Gerhard Ruiss: INDIKATIONEN

edition selene
Wien 2000

Das Reizvolle am vorliegenden Band ist die Methode:
Gerhard Ruiss, durch seinen unausgesetzten Einsatz für die österreichischen Autorinnen und Autoren bekannt, führt diese seine langjährige Erfahrung als Akteur an vorderster Front in seine Literatur ein. Gerade dadurch bekommen diese Gedichte, Prosa-Skizzen, Texte eine Historizität zugewiesen. Implizit wie explizit.
Namen tauchen auf, Situationen, Szenen. Man kennt sie. Zumindest viele von ihnen.

Verfahrenstechnisch führt der Autor das Elementare und das Übergeordnete zusammen, indem er in einem Gutteil seiner Gedichte die Sprache des kleinen Mannes nachzeichnet und sich ihrer bedient, um sie schließlich sattsam zu durchkreuzen. Grenzgänge zwischen Alltagsfaschismus und Harmlosigkeit, durch Trink- und Kalendersprüche verbrämte Präjudize wie (selbstredend) unreflektiert lächerliche „Lebensweisheiten“ werden auf dem intellektuellen Tablett serviert. Das verharmlosend Gefährliche kontrastiert Ruiss mit einer kühl kalkulierten Metaebene und macht es dadurch noch offensichtlicher.

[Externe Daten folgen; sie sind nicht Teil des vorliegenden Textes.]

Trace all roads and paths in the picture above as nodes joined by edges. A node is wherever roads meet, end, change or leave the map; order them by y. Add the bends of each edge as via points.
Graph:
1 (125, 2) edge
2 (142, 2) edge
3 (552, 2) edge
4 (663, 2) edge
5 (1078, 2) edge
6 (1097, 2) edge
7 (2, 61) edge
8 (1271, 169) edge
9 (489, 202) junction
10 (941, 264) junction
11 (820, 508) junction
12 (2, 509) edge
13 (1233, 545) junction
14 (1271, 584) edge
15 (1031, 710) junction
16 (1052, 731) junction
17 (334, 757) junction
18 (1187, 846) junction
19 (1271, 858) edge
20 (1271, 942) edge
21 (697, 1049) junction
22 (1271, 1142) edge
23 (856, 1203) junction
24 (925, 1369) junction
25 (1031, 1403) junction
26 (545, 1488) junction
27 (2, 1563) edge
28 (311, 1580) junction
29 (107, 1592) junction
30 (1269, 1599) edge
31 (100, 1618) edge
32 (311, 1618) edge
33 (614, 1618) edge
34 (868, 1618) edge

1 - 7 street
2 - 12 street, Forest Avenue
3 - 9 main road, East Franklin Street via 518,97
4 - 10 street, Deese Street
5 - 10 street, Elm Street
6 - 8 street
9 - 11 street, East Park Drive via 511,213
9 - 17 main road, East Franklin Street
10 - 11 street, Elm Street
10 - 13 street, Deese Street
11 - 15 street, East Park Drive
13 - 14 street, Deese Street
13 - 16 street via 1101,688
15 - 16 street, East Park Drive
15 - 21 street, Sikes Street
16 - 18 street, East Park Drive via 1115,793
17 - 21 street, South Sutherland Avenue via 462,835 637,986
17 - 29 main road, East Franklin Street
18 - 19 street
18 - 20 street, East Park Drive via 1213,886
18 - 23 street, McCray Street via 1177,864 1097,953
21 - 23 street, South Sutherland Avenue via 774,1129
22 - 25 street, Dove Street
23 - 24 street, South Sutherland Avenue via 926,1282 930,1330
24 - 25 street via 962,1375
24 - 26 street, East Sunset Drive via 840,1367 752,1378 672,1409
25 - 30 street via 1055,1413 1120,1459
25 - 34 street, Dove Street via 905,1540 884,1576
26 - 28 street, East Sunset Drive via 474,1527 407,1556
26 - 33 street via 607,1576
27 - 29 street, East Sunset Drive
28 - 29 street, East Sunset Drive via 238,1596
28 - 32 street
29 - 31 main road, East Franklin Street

Den locker von den Lippen gehenden Mundart-Sprüchen folgen bewußt akribisch zusammengestellte lexikalische Hinweise auf ihre Bedeutung in der Hochsprache. Diese Verfahrensweise gibt der Gedichtsammlung ihren insgesamt konzeptuellen Charakter.

Nachgerade ist es jener trockene Übersetzungsgestus, der, wo er in Kommunikation mit den Österreichtümeleien tritt, diese in ihrer Engstirnigkeit und auch Gefährlichkeit endgültig entlarvt.